Having Abigail here only makes me realize how much I missed with Caleb. It has also shown me that people are not replaceable. Yes, she fills the hole in my heart for a child, but there is still another hole for Caleb that she can never fill.  I hoped that once she was here, Caleb's death might make more sense, but in reality its just left me more confused. The anger I dealt with this summer is back. The other day I was so angry I wanted to go out back and smash something, anything. I want both of my children and the questions and anger swirl around and around. I try to sleep when Abigail naps, but as soon as I lie down the questions and flashbacks flood my mind. Its exhausting to say the least. I feel like there are two of me- one who takes care of Abigail and one who grieves Caleb. Still can't figure out how to make those two into one.

Another thing that I didn't see coming was that awful question "is this your first?" I had gotten so good during the pregnancy dealing with the random strangers that ask you about your pregnancy. I was able to answer their questions quickly and then re-direct them before they asked if this was my first baby. But now, there are a whole new world of people to explain my story to. Pediatricians, lactation consultants, nurses, insurance people. Everyone seems to ask "Is this your first baby?" I think we answered that question about 30 times during our hospital stay. And it's alight, its just exhausting. What do you say? Right now I say "my first living child." I don't really like that answer, but I'm too tired to come up with a better one. And it may seem like no big deal, but for me each time I hear that question, it brings up everything again. And until you have had to see countless people's faces drop in sadness and horror every time you mention your child, you just can't understand how hard that question is for someone who has lost a baby.

We got out to visit Caleb's grave this week and it was just what I needed. Having Abigail here and seeing how much she needs me made me wonder if Caleb ever existed. He didn't need anything after he was born, and so in a weird way my mind wondered if I had made him up. But seeing his grave, changing the decorations, and just being there with him made my heart so happy. It verified for me that I did have a son, and he is a part of our family still. I think that is the hardest part, wanting people to remember him. I am not a first time mom, I have a little girl and a little boy. We are a family of four, even though you only see three. Abigail is the little sister, but also the oldest living child. Remembering Caleb and finding ways to mother him will continue to be a challenge but one that brings my heart such healing. I am already looking forward to his birthday next month.

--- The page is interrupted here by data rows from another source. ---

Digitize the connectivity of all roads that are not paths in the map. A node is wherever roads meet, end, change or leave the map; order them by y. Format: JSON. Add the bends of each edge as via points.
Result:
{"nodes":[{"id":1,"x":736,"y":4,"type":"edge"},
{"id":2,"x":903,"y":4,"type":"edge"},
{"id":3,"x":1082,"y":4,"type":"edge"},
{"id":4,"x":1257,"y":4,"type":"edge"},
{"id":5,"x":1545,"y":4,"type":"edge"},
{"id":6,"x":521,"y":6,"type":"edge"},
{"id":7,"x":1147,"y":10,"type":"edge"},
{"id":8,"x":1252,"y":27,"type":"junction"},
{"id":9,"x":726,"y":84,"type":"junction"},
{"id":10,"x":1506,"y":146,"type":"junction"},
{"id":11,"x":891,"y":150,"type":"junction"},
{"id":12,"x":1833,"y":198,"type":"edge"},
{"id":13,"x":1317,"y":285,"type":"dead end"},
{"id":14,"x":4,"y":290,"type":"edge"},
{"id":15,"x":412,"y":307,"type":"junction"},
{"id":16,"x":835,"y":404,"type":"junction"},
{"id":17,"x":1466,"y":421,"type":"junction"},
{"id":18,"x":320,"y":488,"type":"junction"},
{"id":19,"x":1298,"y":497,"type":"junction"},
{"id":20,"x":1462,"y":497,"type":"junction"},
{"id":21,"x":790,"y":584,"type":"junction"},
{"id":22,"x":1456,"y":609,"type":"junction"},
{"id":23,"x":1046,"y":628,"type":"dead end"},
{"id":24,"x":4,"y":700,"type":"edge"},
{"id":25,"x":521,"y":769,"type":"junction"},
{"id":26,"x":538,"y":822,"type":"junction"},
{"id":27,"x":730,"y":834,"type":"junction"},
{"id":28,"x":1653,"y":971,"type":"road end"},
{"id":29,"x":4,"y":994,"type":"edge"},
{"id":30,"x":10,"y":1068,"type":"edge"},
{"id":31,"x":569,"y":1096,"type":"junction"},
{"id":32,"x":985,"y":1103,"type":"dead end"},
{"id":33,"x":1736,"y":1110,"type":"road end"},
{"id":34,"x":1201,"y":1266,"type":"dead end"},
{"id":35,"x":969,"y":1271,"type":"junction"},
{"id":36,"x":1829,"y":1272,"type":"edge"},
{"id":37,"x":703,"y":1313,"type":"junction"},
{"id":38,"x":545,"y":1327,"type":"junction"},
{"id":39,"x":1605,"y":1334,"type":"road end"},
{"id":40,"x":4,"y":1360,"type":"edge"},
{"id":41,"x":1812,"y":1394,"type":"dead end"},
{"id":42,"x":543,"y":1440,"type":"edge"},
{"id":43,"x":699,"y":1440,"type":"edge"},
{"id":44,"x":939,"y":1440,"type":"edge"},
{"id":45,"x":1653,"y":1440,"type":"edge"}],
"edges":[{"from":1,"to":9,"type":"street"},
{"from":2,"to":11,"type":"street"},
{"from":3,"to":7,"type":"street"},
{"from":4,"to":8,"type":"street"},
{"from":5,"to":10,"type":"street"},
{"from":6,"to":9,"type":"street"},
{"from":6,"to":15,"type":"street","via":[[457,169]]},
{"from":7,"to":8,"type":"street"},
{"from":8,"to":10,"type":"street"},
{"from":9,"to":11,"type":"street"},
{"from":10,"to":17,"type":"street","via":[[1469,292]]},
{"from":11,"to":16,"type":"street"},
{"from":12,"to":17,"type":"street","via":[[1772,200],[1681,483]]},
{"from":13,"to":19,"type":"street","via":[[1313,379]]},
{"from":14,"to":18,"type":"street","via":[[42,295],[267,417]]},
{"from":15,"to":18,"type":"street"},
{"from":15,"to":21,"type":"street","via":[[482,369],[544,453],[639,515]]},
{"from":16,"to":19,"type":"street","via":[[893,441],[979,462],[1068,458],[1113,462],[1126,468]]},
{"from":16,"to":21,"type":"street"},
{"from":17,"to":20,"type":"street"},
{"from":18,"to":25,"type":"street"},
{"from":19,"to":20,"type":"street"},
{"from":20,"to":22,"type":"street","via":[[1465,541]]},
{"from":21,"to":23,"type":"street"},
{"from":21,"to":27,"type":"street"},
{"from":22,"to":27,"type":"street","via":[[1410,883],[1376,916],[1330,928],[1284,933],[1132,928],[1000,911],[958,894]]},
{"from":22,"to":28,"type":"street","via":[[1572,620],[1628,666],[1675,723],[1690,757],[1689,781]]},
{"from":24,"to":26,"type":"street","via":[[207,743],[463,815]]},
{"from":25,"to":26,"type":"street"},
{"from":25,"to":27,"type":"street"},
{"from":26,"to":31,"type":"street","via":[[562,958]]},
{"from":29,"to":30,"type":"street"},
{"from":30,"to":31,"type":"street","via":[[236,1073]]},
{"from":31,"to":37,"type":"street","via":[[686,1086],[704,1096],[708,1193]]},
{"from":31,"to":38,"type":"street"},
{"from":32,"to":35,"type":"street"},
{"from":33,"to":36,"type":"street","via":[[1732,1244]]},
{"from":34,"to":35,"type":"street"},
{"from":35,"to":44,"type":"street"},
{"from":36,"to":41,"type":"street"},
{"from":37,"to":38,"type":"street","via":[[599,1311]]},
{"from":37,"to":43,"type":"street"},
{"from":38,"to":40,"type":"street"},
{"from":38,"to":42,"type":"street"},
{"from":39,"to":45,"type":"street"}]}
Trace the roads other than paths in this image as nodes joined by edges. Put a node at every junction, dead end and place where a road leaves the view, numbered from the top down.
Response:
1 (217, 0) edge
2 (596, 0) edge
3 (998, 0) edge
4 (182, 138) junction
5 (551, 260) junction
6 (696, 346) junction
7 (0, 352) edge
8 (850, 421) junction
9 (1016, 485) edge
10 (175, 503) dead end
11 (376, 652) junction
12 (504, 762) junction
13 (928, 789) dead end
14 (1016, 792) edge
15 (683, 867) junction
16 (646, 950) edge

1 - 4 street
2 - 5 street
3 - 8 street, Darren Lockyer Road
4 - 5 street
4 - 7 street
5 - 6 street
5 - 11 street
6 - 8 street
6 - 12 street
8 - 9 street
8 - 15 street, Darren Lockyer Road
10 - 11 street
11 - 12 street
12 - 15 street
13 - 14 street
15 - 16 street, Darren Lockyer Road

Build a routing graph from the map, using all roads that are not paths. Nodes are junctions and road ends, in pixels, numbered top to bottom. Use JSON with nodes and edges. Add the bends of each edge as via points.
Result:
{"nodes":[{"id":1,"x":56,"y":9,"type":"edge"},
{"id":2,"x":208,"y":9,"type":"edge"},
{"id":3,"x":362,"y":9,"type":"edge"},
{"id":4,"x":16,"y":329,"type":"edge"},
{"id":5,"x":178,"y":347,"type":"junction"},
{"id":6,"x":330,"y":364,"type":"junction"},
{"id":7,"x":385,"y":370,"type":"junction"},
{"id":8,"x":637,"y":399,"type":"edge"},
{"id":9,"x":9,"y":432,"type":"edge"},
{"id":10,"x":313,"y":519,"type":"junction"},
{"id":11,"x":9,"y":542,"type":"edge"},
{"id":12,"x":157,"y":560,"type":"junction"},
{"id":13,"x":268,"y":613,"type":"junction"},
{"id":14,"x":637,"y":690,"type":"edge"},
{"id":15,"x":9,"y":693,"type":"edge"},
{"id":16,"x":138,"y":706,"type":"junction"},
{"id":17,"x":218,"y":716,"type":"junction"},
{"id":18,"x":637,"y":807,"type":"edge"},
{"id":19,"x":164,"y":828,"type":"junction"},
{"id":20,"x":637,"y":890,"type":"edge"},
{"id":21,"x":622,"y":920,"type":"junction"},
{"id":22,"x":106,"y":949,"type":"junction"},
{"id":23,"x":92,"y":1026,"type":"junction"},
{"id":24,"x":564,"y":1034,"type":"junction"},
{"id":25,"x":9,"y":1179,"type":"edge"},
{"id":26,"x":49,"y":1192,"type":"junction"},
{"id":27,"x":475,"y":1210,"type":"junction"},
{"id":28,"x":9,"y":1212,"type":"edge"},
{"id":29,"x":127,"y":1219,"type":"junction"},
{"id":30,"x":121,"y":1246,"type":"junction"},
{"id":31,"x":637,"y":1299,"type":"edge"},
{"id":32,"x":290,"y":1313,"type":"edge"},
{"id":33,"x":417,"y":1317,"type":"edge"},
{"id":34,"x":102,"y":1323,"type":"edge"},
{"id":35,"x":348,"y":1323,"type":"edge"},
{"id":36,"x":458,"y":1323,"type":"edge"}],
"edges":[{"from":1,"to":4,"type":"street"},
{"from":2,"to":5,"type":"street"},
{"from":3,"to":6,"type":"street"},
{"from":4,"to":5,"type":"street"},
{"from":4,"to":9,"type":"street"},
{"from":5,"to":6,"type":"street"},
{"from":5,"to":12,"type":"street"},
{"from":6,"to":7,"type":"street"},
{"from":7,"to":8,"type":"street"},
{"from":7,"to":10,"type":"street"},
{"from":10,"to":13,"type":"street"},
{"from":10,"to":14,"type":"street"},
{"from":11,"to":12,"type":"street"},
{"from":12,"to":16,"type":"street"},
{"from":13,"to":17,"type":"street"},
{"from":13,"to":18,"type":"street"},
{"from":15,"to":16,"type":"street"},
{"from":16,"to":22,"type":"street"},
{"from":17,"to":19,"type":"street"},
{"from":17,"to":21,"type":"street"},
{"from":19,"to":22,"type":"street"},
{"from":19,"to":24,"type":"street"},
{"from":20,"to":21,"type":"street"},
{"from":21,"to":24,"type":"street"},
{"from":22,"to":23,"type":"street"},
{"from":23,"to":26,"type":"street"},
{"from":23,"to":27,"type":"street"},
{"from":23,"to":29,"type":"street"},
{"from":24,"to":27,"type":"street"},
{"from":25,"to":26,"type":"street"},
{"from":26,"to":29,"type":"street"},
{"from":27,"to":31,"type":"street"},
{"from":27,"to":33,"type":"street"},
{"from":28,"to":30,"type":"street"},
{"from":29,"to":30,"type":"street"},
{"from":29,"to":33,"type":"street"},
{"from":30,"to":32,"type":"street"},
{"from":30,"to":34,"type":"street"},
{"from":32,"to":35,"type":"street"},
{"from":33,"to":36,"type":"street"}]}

So here we are- a live baby. A sweet little rose from Heaven sent to us so soon after our storm. And we love her, and we still miss him. And we are healing, but we are a far stretch from being healed. And we are grateful, but we still have questions and anger that come up. Grief...ugh I am so tired of it, but there is no way around it- only through it. I know God is faithful, that I can continue to say. The  first mass reading the day Abigail was born was the story of God making a covenant with Noah and his sign of a rainbow to signify that covenant. You can read the reading here.  God continues to hold us through this next phase of grief and even reminds us of the rainbow after the storm.



 Caleb's flag I made him. It says "Big brother Caleb"
 My two babies
 Caleb's tombstone reads " Do not let your hearts be troubled, 
You have faith in God, have faith also in Me."